▸ **INSTRUCTIONS FOR THE TASK**: Look through the records below and say how many lines include "image". Give only that number.

START DATASET CONTENT

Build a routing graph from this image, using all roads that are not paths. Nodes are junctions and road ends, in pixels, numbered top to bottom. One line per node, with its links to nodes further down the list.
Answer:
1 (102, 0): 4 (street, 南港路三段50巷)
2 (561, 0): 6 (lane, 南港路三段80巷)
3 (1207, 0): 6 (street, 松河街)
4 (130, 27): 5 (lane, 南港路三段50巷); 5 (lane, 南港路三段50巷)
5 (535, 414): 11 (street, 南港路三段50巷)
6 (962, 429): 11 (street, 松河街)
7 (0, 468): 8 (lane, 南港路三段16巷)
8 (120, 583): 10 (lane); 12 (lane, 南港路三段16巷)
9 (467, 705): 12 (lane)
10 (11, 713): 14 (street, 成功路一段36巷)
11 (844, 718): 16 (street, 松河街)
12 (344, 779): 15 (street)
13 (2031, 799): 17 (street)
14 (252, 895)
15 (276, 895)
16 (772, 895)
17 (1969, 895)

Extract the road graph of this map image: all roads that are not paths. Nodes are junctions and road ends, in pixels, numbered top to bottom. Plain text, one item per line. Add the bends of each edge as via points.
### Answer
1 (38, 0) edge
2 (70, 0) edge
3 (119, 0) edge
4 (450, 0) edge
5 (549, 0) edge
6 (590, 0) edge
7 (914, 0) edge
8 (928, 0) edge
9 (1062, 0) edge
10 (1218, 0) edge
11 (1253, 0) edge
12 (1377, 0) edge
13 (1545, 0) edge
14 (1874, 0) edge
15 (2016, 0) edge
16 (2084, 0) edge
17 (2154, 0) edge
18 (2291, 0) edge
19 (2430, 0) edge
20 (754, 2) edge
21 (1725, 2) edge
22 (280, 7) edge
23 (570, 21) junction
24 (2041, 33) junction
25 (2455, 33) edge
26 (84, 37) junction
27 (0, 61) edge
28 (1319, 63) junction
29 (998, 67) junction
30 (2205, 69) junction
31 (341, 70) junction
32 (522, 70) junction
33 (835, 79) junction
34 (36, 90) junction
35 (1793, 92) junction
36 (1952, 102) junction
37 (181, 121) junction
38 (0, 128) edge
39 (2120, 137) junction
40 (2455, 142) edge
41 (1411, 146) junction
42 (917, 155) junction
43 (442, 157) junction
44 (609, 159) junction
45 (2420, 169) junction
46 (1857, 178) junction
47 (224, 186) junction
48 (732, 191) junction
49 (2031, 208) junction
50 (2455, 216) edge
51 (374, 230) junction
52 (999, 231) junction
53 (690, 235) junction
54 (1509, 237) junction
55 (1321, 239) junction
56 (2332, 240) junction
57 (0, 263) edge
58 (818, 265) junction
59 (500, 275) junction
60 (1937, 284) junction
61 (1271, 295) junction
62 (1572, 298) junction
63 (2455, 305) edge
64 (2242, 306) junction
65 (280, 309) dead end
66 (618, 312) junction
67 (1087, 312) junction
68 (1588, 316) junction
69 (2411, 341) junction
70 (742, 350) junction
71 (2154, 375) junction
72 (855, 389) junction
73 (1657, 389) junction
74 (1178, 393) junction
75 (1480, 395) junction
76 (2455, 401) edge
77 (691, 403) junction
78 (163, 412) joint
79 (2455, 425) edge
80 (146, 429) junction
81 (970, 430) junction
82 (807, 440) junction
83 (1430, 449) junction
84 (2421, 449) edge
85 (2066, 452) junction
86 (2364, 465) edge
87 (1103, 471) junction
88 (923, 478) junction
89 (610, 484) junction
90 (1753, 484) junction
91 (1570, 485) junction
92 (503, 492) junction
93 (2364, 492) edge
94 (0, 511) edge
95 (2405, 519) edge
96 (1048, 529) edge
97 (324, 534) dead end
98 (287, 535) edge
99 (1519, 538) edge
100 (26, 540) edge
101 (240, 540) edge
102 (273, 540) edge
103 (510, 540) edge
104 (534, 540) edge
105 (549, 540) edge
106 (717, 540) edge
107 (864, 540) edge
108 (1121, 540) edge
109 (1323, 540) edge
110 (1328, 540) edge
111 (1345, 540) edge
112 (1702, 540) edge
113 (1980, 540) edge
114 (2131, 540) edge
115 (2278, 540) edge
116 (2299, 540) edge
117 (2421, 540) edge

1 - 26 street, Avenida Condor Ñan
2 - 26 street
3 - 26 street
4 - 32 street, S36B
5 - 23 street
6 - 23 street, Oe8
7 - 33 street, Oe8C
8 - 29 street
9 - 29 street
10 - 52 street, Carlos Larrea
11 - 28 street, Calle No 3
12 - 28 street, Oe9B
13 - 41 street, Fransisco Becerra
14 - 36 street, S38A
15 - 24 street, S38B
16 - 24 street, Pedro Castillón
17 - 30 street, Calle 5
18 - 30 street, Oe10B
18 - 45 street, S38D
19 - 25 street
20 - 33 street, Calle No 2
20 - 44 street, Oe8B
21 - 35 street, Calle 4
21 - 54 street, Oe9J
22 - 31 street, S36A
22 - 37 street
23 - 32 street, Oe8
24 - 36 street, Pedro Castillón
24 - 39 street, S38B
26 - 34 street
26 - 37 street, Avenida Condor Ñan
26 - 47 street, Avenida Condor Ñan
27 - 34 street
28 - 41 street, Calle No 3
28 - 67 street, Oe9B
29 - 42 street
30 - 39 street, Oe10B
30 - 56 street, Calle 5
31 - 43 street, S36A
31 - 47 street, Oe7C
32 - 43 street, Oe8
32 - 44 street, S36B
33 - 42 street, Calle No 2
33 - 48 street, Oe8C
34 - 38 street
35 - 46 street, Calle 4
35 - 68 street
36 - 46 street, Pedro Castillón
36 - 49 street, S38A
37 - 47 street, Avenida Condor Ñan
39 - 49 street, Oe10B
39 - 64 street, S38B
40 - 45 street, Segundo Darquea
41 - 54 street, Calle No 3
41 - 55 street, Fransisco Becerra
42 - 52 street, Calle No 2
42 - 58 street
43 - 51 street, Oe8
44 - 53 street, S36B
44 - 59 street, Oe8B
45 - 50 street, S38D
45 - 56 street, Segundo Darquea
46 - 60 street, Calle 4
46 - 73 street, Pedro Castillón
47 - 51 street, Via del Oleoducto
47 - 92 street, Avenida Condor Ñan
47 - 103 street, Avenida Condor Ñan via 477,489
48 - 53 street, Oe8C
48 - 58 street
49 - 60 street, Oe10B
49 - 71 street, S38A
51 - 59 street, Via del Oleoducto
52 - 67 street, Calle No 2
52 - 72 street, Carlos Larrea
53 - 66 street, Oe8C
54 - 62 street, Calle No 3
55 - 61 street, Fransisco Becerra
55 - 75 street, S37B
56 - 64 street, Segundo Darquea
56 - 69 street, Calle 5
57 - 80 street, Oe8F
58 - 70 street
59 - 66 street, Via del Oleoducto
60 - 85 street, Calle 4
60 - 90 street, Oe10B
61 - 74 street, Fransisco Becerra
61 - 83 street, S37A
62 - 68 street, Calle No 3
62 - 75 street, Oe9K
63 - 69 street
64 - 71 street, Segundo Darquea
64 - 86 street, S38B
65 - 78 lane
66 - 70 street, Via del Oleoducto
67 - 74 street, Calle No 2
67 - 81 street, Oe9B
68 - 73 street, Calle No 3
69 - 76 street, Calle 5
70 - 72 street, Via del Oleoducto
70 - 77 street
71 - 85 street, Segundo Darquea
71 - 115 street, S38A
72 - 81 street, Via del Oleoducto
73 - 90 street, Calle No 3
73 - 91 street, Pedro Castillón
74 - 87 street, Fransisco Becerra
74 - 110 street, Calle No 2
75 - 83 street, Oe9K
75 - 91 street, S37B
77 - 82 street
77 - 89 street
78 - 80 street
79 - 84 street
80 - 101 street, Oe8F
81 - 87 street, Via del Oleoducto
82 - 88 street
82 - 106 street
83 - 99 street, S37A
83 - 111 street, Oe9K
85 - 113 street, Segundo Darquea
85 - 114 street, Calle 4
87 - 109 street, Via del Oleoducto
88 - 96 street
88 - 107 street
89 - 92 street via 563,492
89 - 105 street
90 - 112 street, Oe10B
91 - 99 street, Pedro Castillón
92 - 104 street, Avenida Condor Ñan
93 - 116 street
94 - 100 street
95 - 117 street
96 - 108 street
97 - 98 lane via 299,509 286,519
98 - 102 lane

END DATASET CONTENT

▸ **EXERCISE RESPONSE**: 2